Sayın E. Özkök, Sayın Z. Mutlu, Sayın M. Yılmaz;
Bundan böyle sizlerin kod adı da Tufan!
Artık “İlahi adalet” mi dersiniz yoksa sadece “adalet” mi, bilemem.
Delik deşik ve yanık ölülerin ruhunun tesellisi mi dersiniz, kaderin tecellisi mi?
Hani “Dönüş”üne hayran olduğunuz “Hayat”; döndü dolaştı, kod adınızı yüzünüze hem de grubunuzun gazetesinde manşetten çarptı.
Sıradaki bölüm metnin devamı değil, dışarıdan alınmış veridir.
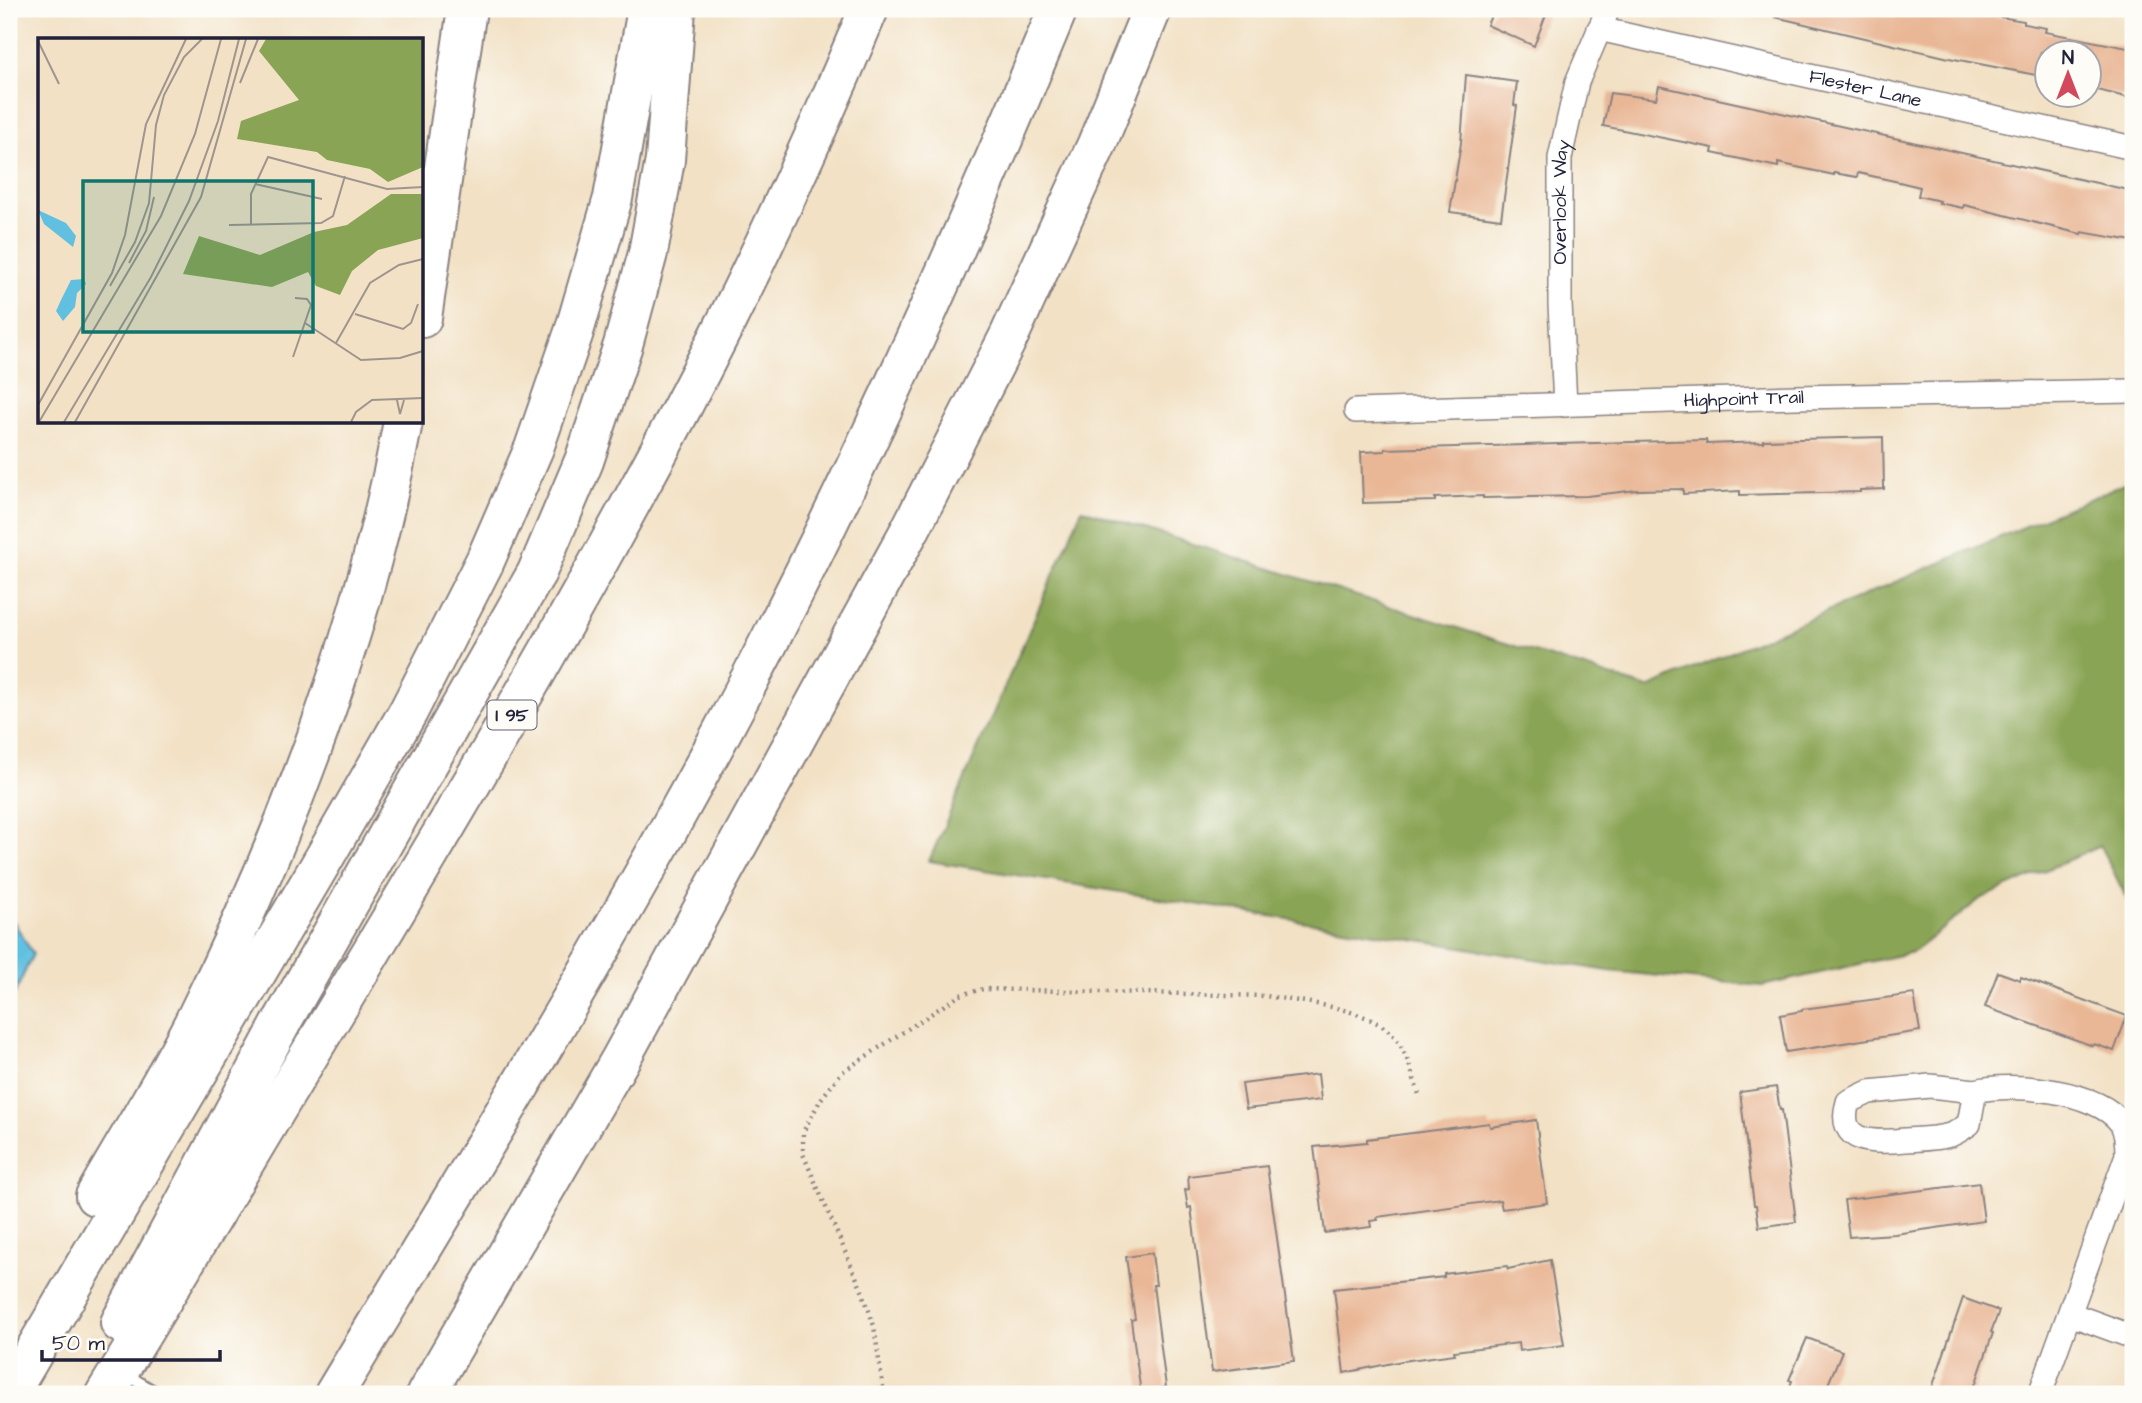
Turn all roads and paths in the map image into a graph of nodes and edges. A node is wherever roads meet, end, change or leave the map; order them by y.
1 (467, 9) edge
2 (647, 9) edge
3 (676, 9) edge
4 (869, 9) edge
5 (1058, 9) edge
6 (1152, 9) edge
7 (1604, 19) edge
8 (2133, 148) edge
9 (424, 304) edge
10 (2133, 391) edge
11 (1565, 405) junction
12 (1356, 411) dead end
13 (403, 424) edge
14 (1975, 1091) junction
15 (1419, 1095) dead end
16 (2070, 1314) junction
17 (2133, 1337) edge
18 (9, 1348) edge
19 (112, 1382) edge
20 (9, 1394) edge
21 (81, 1394) edge
22 (159, 1394) edge
23 (334, 1394) edge
24 (426, 1394) edge
25 (884, 1394) edge
26 (2040, 1394) edge

1 - 9 highway
2 - 20 highway
3 - 21 highway
4 - 19 highway, I 95
5 - 23 highway
6 - 24 highway
7 - 8 street, Flester Lane
7 - 11 street, Overlook Way
10 - 11 street, Highpoint Trail
11 - 12 street, Highpoint Trail
13 - 18 highway
14 - 14 street
14 - 16 street
15 - 25 path
16 - 17 street
16 - 26 street
19 - 22 lane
Kemal Göktaş imzasıyla, Vatan’ın manşeti: “11 yıl gizlenen belge.”
İçerideki daha hazin, daha kahredici ve “bundan da utanmayacaksanız neden utanacaksınız” diyen başlıkla, “Hayata Dönüş, yalan”.
***
O belgeler önümde.
Mahkemenin talebiyle, İl Jandarma Komutanlığı, 11 yıl önceki cezaevi katliamının “emir belgesi”ni nihayet 2011 mart sonu bir köşede bulabildi:
“Arşivlenmesi gereken yer dışında olduğu görülmüştür.”
Fakat, her şeyi kayıt altına alan devlette, hiçbir video kaydı bulunmamıştır!
Başta dönemin medya yöneticileri, bugün demokrat, cumhuriyetçi filan saydığınız nice gazeteci ve köşe yazarı nezaretinde; uydurma manşet, düzmece haber, sahte fotoğraf desteğinde; hükümet, bürokrasi, Genelkurmay ve Jandarma’nın “Hayata Dönüş” diye yutturduğu katliamın kod adı “Tufan”mış!
***
Bir Tufan yaratılıp “dost kuvvetler”ce “düşman yaratıklar” katledilecek…
Devlet Nuh ya, koyacak gemiye belgeleri, hükümeti, komutanları, Adalet ve İçişleri bürokrasisini, Ceza ve Tevkif Evleri Genel Müdürü’nü; birer nadide yaratık olarak ömür boyu “Tufan” vebalinden, suçluluğundan, hesabından kurtaracak!
Öldürülenler ölecek; onlar Tufan’dan sonra da soyunu sürdürecek!
Baktılar ki, adalet, yıllar sonra olsun, biraz sorumlu istiyor…
Attılar gemiden, çoktan terhis zavallı emir kulu erleri, katliam sanığı diye!
Sanki ülkede emirleri erler veriyor, sanki katliam planlarını erler yazıyor, sanki Tufan’ı erler ile o astsubay yaratıyor!
***
Emir diyor ki, “Yoğun gaz kullan.”
Bakmayın adı göz yaşartıcı diye; yoğunu ölümcül.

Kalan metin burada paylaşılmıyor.